Venture Capital (VC) firms are a strong source of financing, especially for those companies in the high technology area. VCs typically purchase equity or an instrument that can be converted to equity. Because VCs typically specialize in particular industries, they may be able to provide expertise and offer strategic advice that increases a company’s chance for success. Participation by a high-profile VC could broaden management and offer the “stamp of approval” needed to attract new business and additional financing.

Partnering with a VC might include loss of control over the board of directors, and sometimes day-to-day management. VCs typically have short investment horizons requiring a relatively early-stage exit or “cash out” strategy. And, if you don’t make the numbers VCs are quick to pull the plug on additional funding and to call notes that may result in the loss of control over the company.

“Angel”…Private Placements

In this form of financing, a company’s securities are purchased by private investors (“angels” or “accredited investors”). These are typically high net worth individuals who are willing to take a chance on an early-stage companies with the hopes of a big payout down the road. You keep control of the company. Private placement investors usually do not acquire more than l0% of the company. They are “passive” investors.

Private placement memorandum are typically used to solicit private investors. This memorandum, with similarities to a formal business plan, describes the company and outlines the its prospects. A securities counsel can help you develop the formalized subscription agreement, ensuring that the private placement is exempt from the Federal Securities Act of l933, usually falling under Regulation D. In addition, the offering must comply with all applicable state laws.

Private investors can be contacted directly by entrepreneurs. Placement agents can also be used. Placement agents typically fall into two categories. An agent is usually a securities brokerage firm with membership in the National Association of Securities Dealers (NASD). Agents such as a media broker, with specific expertise with the publishing field and strong industry contacts, can also serve as “match makers” and intermediaries between the private investors and entrepreneur.

Companies raising under $l million are urged to consider a Small Corporation Offering Resolution (SCOR). There are numerous advantages under this Rule 504 of Regulation D as well as a simplified state registration process. A SCOR offering also has no limitations on the number or qualifications of purchasers for federal purposes and no restrictions on advertising. There are no resale restrictions for parties other than affiliates, control persons, or other insiders.

Initial Public Offering

A company ready to sell equity to the public has typically gone through a couple other forms of financing. While an IPO can provide numerous opportunities there are significant complexities and challenges.

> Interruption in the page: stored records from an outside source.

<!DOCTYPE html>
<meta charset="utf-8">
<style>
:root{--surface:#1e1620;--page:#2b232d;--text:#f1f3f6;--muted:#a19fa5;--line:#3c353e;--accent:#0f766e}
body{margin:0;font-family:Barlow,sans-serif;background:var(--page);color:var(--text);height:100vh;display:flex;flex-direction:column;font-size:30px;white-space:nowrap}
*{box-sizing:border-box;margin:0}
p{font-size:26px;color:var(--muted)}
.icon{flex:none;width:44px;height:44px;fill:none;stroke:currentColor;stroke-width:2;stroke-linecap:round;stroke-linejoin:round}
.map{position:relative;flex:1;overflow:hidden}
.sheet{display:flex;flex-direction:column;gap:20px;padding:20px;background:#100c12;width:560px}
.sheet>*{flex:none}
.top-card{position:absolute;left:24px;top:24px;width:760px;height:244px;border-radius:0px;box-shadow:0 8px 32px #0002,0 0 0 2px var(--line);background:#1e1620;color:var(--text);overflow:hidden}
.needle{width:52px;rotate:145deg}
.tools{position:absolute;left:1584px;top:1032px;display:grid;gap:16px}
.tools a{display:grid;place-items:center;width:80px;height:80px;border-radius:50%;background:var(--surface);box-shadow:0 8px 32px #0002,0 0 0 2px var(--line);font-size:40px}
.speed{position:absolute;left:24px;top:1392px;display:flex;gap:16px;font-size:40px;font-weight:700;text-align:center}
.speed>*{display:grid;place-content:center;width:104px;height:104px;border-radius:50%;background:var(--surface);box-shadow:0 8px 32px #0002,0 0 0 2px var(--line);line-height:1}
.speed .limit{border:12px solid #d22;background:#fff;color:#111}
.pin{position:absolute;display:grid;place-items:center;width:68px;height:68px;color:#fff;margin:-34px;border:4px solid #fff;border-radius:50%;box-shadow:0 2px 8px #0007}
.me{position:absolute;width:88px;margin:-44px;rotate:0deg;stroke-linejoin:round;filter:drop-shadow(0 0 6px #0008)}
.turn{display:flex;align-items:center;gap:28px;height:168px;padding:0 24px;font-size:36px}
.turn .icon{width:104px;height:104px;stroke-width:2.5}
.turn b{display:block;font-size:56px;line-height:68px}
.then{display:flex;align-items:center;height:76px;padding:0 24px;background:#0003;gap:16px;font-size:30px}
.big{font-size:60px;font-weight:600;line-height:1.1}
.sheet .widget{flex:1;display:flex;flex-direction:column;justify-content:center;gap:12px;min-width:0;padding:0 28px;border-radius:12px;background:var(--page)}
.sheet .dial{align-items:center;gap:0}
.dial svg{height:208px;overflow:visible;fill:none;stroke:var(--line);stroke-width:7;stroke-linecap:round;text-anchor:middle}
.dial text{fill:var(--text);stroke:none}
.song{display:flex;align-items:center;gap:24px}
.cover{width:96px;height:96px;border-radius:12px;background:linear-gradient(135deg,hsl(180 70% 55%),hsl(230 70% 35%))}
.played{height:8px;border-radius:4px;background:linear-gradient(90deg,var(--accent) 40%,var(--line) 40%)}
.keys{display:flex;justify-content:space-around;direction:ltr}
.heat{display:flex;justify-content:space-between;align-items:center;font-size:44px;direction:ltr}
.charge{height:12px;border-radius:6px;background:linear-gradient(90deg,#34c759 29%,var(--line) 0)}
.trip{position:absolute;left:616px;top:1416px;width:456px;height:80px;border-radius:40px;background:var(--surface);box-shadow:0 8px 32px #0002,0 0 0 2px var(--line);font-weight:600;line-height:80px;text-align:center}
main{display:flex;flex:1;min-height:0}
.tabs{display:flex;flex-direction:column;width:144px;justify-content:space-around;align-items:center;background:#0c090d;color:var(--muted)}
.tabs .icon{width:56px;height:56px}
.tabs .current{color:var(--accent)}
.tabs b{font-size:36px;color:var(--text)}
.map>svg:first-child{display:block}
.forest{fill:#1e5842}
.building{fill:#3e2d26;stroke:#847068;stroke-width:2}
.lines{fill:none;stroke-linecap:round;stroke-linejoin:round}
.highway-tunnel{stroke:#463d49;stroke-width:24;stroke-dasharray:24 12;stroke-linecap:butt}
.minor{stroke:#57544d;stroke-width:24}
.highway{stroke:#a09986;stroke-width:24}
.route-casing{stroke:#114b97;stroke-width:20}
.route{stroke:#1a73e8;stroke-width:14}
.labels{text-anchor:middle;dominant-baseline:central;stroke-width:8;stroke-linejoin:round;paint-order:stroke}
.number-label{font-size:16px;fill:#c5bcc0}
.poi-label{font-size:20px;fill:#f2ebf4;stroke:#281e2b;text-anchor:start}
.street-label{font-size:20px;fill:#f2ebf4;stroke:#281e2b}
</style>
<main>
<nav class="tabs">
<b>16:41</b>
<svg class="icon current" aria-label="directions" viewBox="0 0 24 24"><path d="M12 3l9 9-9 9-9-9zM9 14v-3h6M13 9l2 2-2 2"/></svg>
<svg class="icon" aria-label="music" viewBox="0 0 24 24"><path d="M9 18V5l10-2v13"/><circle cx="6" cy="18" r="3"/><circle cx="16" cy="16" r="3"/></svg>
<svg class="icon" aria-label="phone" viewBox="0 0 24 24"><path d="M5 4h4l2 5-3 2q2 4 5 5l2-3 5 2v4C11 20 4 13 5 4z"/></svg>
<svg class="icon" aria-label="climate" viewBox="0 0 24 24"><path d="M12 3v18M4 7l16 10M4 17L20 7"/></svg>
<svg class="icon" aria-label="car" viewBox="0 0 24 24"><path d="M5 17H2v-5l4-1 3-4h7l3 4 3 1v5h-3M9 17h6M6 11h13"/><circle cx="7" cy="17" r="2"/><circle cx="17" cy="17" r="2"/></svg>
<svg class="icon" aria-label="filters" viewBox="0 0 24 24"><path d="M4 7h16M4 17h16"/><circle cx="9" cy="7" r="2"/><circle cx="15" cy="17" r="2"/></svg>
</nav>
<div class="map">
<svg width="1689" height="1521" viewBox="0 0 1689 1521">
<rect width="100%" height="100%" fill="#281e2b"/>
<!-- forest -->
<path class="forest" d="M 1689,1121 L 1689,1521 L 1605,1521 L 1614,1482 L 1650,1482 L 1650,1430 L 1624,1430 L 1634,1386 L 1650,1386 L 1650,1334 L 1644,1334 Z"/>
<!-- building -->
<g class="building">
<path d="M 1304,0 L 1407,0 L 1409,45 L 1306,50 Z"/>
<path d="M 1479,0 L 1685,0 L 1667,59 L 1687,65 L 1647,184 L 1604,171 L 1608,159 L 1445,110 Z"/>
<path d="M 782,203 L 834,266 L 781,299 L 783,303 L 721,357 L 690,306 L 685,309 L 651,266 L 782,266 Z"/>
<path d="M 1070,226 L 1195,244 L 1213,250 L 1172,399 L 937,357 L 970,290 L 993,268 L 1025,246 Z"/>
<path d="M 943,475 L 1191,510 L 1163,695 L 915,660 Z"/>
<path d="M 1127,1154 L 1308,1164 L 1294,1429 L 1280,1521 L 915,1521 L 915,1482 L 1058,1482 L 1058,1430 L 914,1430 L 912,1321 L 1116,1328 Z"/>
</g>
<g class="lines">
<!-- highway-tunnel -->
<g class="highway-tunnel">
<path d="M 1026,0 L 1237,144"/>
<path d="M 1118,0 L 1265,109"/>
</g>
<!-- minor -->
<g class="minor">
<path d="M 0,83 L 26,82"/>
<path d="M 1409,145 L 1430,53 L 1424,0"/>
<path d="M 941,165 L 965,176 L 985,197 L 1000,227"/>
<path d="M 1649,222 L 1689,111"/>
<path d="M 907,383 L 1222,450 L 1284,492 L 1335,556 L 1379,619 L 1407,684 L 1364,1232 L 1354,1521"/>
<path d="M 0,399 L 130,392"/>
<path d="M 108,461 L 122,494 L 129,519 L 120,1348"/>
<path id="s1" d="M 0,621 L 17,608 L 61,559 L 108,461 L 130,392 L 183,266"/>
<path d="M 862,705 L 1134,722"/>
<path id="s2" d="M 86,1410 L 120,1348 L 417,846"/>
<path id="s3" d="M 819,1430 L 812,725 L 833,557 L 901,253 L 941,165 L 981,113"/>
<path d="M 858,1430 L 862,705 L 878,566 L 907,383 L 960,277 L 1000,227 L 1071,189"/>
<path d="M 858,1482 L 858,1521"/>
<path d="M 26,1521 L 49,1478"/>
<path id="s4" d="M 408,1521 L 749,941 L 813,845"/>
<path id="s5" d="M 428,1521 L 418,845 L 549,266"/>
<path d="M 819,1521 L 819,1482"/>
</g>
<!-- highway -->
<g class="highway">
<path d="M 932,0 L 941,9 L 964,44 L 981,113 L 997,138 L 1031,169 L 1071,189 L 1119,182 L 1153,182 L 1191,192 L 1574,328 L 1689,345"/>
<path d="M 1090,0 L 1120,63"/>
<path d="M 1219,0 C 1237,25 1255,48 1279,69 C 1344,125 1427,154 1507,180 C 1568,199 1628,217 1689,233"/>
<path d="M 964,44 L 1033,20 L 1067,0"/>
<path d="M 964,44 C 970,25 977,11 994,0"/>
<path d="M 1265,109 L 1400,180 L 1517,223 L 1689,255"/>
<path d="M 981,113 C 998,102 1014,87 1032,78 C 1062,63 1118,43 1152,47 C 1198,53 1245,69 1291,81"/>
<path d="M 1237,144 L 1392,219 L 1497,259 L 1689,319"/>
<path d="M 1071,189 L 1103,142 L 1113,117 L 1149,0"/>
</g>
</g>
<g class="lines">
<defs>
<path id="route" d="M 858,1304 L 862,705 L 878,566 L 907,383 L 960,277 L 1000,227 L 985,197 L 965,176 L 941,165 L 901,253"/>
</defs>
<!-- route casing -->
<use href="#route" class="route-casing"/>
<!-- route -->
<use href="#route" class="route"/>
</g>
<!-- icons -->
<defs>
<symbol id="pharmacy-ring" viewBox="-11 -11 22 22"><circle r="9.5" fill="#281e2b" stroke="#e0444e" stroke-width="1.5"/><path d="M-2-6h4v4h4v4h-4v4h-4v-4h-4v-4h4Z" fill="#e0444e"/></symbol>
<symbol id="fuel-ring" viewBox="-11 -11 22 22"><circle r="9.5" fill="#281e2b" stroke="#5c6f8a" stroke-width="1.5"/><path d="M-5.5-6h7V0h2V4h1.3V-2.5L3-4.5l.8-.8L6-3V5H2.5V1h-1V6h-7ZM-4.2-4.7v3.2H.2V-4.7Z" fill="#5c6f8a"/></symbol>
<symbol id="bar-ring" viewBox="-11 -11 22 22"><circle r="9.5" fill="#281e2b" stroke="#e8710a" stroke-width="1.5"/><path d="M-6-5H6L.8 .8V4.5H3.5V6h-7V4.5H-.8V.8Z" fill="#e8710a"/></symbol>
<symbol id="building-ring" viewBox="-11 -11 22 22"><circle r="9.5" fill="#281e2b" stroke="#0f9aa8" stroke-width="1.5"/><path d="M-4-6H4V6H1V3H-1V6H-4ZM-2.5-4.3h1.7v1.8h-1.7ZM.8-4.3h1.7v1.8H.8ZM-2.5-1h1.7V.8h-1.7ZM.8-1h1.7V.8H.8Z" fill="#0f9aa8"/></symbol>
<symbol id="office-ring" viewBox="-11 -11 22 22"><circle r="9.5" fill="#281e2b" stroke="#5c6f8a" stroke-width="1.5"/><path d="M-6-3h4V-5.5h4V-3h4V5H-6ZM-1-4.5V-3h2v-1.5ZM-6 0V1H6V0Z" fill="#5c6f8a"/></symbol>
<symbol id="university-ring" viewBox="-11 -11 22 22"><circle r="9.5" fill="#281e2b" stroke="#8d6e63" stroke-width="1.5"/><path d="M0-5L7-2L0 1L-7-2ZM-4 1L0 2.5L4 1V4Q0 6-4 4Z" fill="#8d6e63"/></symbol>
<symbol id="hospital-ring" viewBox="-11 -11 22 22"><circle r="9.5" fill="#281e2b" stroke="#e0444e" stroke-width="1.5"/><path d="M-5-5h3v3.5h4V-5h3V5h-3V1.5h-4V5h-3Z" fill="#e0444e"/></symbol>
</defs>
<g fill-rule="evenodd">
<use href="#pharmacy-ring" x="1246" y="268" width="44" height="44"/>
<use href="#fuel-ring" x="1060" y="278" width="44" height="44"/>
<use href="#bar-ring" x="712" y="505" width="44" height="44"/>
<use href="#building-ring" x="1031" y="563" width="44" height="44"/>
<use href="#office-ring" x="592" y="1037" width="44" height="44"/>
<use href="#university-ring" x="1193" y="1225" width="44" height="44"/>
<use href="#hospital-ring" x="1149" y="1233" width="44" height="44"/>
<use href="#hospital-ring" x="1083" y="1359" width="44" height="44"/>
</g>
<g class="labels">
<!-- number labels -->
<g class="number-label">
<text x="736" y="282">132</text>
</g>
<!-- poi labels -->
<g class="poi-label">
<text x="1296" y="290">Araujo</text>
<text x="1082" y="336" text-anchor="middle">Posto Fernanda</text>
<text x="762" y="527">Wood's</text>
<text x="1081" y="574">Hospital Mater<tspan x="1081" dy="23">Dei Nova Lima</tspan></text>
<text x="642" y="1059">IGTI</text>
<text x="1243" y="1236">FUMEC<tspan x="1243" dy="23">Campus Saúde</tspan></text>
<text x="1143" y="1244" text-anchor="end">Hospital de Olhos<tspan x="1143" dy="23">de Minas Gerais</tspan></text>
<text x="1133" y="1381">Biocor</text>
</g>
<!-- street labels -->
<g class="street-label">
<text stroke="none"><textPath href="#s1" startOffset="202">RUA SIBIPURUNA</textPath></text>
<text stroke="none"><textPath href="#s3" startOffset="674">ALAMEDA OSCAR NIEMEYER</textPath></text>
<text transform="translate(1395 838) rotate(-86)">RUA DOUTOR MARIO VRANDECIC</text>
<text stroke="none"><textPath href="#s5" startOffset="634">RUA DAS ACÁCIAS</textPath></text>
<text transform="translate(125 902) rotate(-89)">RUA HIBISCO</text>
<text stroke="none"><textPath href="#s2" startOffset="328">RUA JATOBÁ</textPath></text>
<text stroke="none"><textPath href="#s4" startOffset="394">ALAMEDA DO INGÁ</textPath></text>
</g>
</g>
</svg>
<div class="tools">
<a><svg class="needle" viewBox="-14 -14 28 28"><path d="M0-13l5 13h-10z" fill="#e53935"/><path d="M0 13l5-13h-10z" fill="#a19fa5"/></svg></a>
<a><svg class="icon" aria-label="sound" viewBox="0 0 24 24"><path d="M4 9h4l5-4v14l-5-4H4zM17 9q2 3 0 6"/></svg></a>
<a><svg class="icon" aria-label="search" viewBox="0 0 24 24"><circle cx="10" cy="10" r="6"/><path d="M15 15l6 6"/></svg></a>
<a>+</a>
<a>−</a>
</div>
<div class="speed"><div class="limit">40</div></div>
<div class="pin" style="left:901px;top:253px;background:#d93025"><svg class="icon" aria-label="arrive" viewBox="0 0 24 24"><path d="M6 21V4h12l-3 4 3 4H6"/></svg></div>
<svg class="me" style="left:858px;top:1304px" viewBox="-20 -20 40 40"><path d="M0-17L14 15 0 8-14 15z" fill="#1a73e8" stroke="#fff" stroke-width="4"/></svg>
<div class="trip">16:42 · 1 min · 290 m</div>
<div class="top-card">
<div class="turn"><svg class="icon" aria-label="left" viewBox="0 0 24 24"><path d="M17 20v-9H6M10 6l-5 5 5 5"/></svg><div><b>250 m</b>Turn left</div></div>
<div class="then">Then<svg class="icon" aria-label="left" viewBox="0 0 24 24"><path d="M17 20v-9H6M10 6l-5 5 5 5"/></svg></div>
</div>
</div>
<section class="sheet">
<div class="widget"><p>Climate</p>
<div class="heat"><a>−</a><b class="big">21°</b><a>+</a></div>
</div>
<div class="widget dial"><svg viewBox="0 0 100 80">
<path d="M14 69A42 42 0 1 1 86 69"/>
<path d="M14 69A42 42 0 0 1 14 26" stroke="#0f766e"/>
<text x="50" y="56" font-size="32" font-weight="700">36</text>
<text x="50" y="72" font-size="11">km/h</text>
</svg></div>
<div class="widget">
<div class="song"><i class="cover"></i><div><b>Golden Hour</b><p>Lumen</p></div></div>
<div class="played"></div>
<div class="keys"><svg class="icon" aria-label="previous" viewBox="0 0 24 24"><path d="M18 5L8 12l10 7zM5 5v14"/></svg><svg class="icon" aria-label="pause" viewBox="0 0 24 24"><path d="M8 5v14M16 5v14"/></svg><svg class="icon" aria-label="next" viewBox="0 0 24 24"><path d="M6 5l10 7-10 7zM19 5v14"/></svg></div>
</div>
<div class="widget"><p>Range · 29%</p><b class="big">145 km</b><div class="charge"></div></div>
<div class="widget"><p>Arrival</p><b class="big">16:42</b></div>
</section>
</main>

“Going Public” has its advantages. It can provide access to large amounts of capital, an exit strategy for investors and employee shareholders, increased credibility in the marketplace, estate planning advantages, and an objective valuation for future mergers, acquisitions or sales.

On the flip side there are Securities and Exchange Commission Quarterly Reporting requirements, loss of majority control, exposure to the vagaries of the markets, restrictions on the purchase/sale of securities by insiders, increased insider trade risk, and a requirement that operations must be more formalized. It is also not uncommon for a company to spend close to $500,000 to go public.